Jeff Stelling reacts to manager situations at Everton and Southampton as Leeds United and QPR make appointments

Jeff Stelling feels bad about managers losing their jobs but feels the outlook at Everton and a host of other clubs has now changed as a result.

The Toffees have won two out of three since Sean Dyche was appointed to replace Frank Lampard, lifting the club out of the relegation zone in the process.

Stelling’s beloved Hartlepool lost again on Tuesday night (21 February) and are a point above the League Two relegation zone, so he was likely making a nod to the situation Keith Curle currently finds himself in.

Elsewhere in the Premier League, Leeds United have finally found a successor to Jesse Marsch in Javi Gracia, and Southampton went to Chelsea and picked up a win under Ruben Selles after sacking Nathan Jones.

With Gareth Ainsworth becoming the third manager this season at Queens Park Rangers on Tuesday after Michael Beale left for Rangers and replacement Neil Critchley was sacked, Stelling acknowledged how much of a game-changer the moves might be.
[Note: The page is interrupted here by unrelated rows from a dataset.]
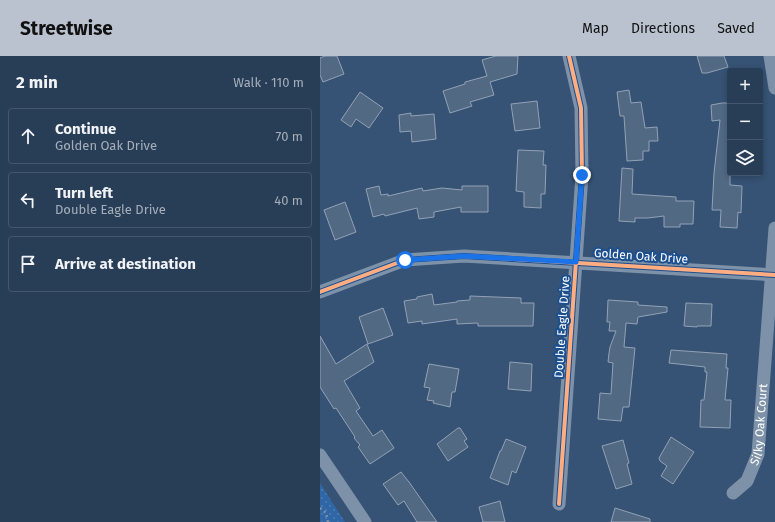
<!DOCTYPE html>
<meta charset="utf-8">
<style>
body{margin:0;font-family:"Fira Sans",sans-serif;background:#344961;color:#f1f3f6}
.controls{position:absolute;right:12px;top:12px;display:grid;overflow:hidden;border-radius:4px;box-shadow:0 2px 6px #0003}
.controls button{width:36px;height:36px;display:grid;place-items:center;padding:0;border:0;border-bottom:1px solid #44576d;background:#283e57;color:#f1f3f6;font:20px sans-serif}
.stop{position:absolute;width:12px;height:12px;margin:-9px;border:3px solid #1a73e8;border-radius:50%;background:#fff}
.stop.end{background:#1a73e8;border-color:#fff;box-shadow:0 1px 4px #0008}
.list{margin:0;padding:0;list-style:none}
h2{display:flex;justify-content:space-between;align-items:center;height:52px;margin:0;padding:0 16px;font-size:17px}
h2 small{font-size:13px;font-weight:400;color:#a5aeba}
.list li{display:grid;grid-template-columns:26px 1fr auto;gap:12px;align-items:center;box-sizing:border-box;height:56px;margin:0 8px 8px;padding:0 8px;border:1px solid #44576d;border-radius:4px}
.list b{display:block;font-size:15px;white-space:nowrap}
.list p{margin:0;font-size:13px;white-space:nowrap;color:#a5aeba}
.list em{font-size:13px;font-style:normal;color:#a5aeba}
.icon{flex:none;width:22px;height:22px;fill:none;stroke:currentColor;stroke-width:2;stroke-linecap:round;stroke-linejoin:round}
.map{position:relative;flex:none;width:455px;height:466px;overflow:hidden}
header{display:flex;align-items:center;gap:24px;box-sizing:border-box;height:56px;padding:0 20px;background:#b9c2ce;color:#111}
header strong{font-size:19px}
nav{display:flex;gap:22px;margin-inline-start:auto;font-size:14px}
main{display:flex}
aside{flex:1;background:#283e57}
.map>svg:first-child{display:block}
.park{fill:url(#park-dots)}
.building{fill:#526984;stroke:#92a2b6}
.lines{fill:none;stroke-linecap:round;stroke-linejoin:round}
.path{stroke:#7d92a8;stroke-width:2.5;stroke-dasharray:2 3;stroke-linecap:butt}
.minor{stroke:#7d92a8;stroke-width:13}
.cycleway-casing{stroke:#1b4f8f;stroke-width:6}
.cycleway{stroke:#ffac80;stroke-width:4}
.route{stroke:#1a73e8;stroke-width:5}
.labels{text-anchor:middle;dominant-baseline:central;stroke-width:4;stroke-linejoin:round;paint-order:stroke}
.street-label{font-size:12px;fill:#fff;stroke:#1b4f8f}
</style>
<header>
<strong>Streetwise</strong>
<nav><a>Map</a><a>Directions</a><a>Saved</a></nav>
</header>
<main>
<aside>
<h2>2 min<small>Walk · 110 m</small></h2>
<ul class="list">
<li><svg class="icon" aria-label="ahead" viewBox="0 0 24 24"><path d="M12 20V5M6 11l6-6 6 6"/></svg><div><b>Continue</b><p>Golden Oak Drive</p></div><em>70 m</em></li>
<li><svg class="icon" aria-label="left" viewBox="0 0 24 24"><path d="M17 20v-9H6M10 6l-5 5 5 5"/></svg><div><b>Turn left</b><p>Double Eagle Drive</p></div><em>40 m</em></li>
<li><svg class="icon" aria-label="arrive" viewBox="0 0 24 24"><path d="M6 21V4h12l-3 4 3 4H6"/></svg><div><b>Arrive at destination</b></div></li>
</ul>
</aside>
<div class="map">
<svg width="455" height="466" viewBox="0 0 455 466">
<defs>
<pattern id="park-dots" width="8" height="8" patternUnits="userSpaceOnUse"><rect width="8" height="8" fill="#2f66a5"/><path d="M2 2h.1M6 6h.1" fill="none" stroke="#4e7db2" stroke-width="1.8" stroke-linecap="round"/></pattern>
</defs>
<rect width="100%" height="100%" fill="#365274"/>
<path class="park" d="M 0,427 L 25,466 L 0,466 Z"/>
<g class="building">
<path d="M 5,0 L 17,0 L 24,18 L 3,26 L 0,19 L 0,2 Z"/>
<path d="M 176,0 L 198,0 L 197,18 L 170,26 L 174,39 L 150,46 L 152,50 L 130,57 L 123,35 L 145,28 L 145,26 L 167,20 L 162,4 Z"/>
<path d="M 377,0 L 404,0 L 408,11 L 387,17 L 382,17 Z"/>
<path d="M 309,34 L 311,47 L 321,46 L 325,72 L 337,71 L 338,85 L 329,85 L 329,95 L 323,95 L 323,104 L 307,105 L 304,60 L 300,60 L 297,36 Z"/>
<path d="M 40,36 L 63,52 L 49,72 L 36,63 L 31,71 L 21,64 Z"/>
<path d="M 217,45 L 220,72 L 195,75 L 191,48 Z"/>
<path d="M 402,47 L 410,47 L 410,129 L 422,130 L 421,157 L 418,156 L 417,172 L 400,171 L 401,154 L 392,154 L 394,117 L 400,64 L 392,65 L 391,49 Z"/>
<path d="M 91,57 L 91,60 L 114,58 L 116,83 L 92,86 L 91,75 L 80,76 L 79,59 Z"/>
<path d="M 198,94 L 224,95 L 223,109 L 226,109 L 225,138 L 221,138 L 221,152 L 204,151 L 204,136 L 196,135 Z"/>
<path d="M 302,112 L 313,113 L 312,138 L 356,141 L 356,145 L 374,145 L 373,168 L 360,168 L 360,171 L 344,171 L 344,160 L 328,162 L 315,162 L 315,166 L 299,165 Z"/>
<path d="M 59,130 L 61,139 L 68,138 L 68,140 L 102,132 L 103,135 L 122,132 L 142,134 L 142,130 L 168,130 L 168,156 L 141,156 L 141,151 L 114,156 L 114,161 L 99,163 L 97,152 L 65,160 L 64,158 L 53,161 L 46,133 Z"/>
<path d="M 25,146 L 36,176 L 15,184 L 4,154 Z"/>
<path d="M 112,238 L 114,249 L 137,246 L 137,245 L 150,244 L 150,240 L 201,242 L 201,247 L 214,247 L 213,270 L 158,270 L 158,267 L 137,268 L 137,263 L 102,268 L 102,265 L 88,267 L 84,245 L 97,243 L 97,241 Z"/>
<path d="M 288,244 L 318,246 L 318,249 L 347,251 L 347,256 L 318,261 L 317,268 L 306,267 L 304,291 L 315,292 L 309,351 L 303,351 L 301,365 L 278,363 L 280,337 L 291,338 L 293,307 L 288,306 L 289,297 L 290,291 L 296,275 L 289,275 L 290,266 L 287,266 Z"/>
<path d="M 366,247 L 392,248 L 391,270 L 377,270 L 377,271 L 364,270 Z"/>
<path d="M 63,252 L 73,279 L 48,288 L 39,261 Z"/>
<path d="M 0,280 L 16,308 L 47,288 L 54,306 L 24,325 L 40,352 L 36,355 L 53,380 L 62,374 L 74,392 L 50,408 L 38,391 L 40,389 L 34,382 L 35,381 L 16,352 L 14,353 L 0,331 Z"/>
<path d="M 351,294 L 407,298 L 406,312 L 408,312 L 405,344 L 411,344 L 410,372 L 380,371 L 381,344 L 384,344 L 387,316 L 385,316 L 385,311 L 349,307 Z"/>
<path d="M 190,306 L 212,308 L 211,335 L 188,333 Z"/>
<path d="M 109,308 L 139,313 L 135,336 L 132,336 L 130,351 L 113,347 L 114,345 L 107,344 L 110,332 L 104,331 Z"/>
<path d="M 138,372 L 140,372 L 147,383 L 144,385 L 148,391 L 128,405 L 117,388 Z"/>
<path d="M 351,381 L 374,396 L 353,428 L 341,420 L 347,410 L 340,405 L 339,402 Z"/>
<path d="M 186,383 L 206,391 L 196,417 L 192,415 L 188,429 L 170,422 L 180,395 L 181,395 Z"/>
<path d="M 303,384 L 309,407 L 307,408 L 312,428 L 296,433 L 282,390 Z"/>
<path d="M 81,416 L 89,426 L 117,466 L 97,466 L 84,445 L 78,449 L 63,428 Z"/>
<path d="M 180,445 L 185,466 L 163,466 L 159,451 Z"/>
<path d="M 295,452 L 330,463 L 330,466 L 291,466 Z"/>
</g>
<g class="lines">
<path class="path" d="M 0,452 L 6,457 L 8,466"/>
<g class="minor">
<path d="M 450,0 L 455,32"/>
<path d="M 0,236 L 85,204 L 144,200 L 455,219"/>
<path d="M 0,399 L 45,466"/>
<path id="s1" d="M 413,437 L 427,425 L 438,398 L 455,172"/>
<path d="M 239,448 L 262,119 L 261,52 L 249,0"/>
</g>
<defs>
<g id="cycleway">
<path d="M 0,236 L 85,204 L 144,200 L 455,219"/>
<path d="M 239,448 L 262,119 L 261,52 L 249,0"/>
</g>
</defs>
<use href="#cycleway" class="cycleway-casing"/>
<use href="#cycleway" class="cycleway"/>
</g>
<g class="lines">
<path class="route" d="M 85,204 L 144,200 L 256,206 L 262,119"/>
</g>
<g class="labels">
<g class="street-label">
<text transform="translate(321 200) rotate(4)">Golden Oak Drive</text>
<text transform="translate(242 271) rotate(-86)">Double Eagle Drive</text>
<text stroke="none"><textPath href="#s1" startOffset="77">Silky Oak Court</textPath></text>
</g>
</g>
</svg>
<div class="controls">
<button>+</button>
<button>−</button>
<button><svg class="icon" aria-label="layers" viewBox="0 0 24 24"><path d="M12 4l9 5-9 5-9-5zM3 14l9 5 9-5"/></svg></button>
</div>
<div class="stop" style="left:85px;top:204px"></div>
<div class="stop end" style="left:262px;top:119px"></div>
</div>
</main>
Posting on his personal Twitter account on Tuesday night the Sky Sports host wrote: “Feel bad but Everton, Leeds, Southampton, QPR just changed.”

On the up

It remains to be seen at some of the other clubs who have made moves in the dug out, but for now at least it looks to be working out for Everton.

The two home games against Arsenal and Leeds, two sides in very different situations, brought similarly committed performances from the Toffees and yielded the same result with a pair of 1-0 wins.

There remains a lack of cutting edge in attack, and the defeat away to Liverpool was a number of steps down, but given how low things had got with Lampard in charge there has clearly been a lift.

Everton

Managers get less and less time to turn things around now, and while Mikel Arteta had that luxury and is reaping the benefits currently, clubs at risk of relegation are far more likely to pull the plug and look elsewhere.

Lampard was the man to come in and inject positivity last season, keeping the club in the Premier League in the process.

So for his reign to unceremoniously come to an end just a year later and Dyche to provide the same boost shows that teams with little margin for error will continue to roll the dice on a change.

The fact that he was on both ends of the process within 12-months while Dyche himself was sacked at Burnley a matter of months ago also means, while it is undoubtedly a difficult experience to be sacked, there is often another opportunity waiting around the corner.